● **Task directions**: Repeat every record exactly, omitting the pictures.

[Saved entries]

========

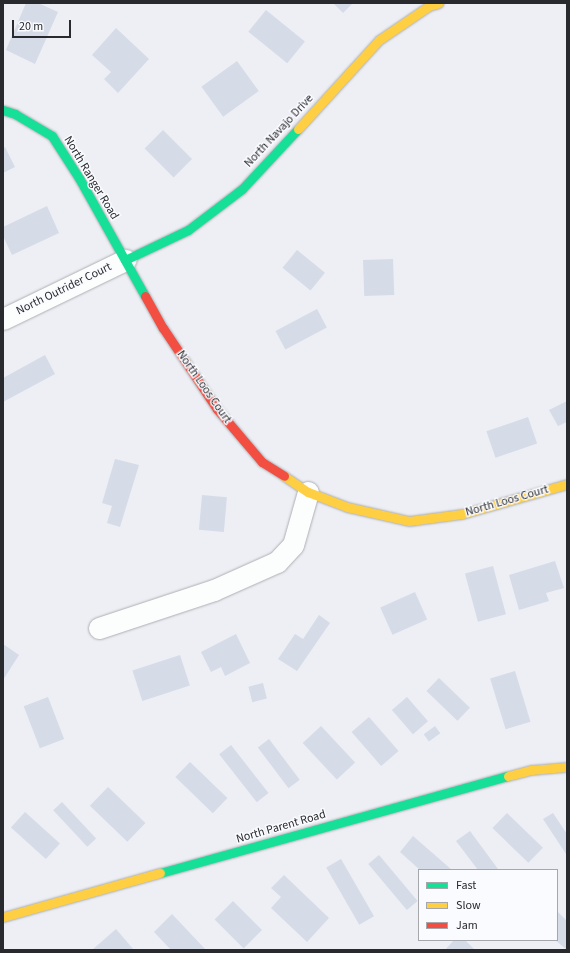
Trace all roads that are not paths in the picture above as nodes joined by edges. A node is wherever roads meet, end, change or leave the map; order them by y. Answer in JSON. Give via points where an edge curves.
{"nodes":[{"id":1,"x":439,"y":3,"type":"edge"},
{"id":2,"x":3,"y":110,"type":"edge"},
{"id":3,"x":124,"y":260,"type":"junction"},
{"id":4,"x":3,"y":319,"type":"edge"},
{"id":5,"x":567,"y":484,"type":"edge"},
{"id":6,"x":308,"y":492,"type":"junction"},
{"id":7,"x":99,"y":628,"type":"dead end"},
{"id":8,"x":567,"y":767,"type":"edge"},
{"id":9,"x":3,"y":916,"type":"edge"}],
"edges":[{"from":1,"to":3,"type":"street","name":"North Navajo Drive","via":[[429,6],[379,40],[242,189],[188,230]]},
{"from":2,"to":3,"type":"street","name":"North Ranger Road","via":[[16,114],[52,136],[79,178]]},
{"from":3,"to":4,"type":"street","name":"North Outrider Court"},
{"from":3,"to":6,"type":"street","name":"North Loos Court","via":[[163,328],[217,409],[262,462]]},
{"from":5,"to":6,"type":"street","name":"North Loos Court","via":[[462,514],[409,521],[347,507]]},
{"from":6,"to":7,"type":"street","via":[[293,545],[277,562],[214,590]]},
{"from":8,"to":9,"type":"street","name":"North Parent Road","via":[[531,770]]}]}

========

● **Answer to the problem**:
Trace all roads that are not paths in the picture above as nodes joined by edges. A node is wherever roads meet, end, change or leave the map; order them by y. Answer in JSON. Give via points where an edge curves.
{"nodes":[{"id":1,"x":439,"y":3,"type":"edge"},
{"id":2,"x":3,"y":110,"type":"edge"},
{"id":3,"x":124,"y":260,"type":"junction"},
{"id":4,"x":3,"y":319,"type":"edge"},
{"id":5,"x":567,"y":484,"type":"edge"},
{"id":6,"x":308,"y":492,"type":"junction"},
{"id":7,"x":99,"y":628,"type":"dead end"},
{"id":8,"x":567,"y":767,"type":"edge"},
{"id":9,"x":3,"y":916,"type":"edge"}],
"edges":[{"from":1,"to":3,"type":"street","name":"North Navajo Drive","via":[[429,6],[379,40],[242,189],[188,230]]},
{"from":2,"to":3,"type":"street","name":"North Ranger Road","via":[[16,114],[52,136],[79,178]]},
{"from":3,"to":4,"type":"street","name":"North Outrider Court"},
{"from":3,"to":6,"type":"street","name":"North Loos Court","via":[[163,328],[217,409],[262,462]]},
{"from":5,"to":6,"type":"street","name":"North Loos Court","via":[[462,514],[409,521],[347,507]]},
{"from":6,"to":7,"type":"street","via":[[293,545],[277,562],[214,590]]},
{"from":8,"to":9,"type":"street","name":"North Parent Road","via":[[531,770]]}]}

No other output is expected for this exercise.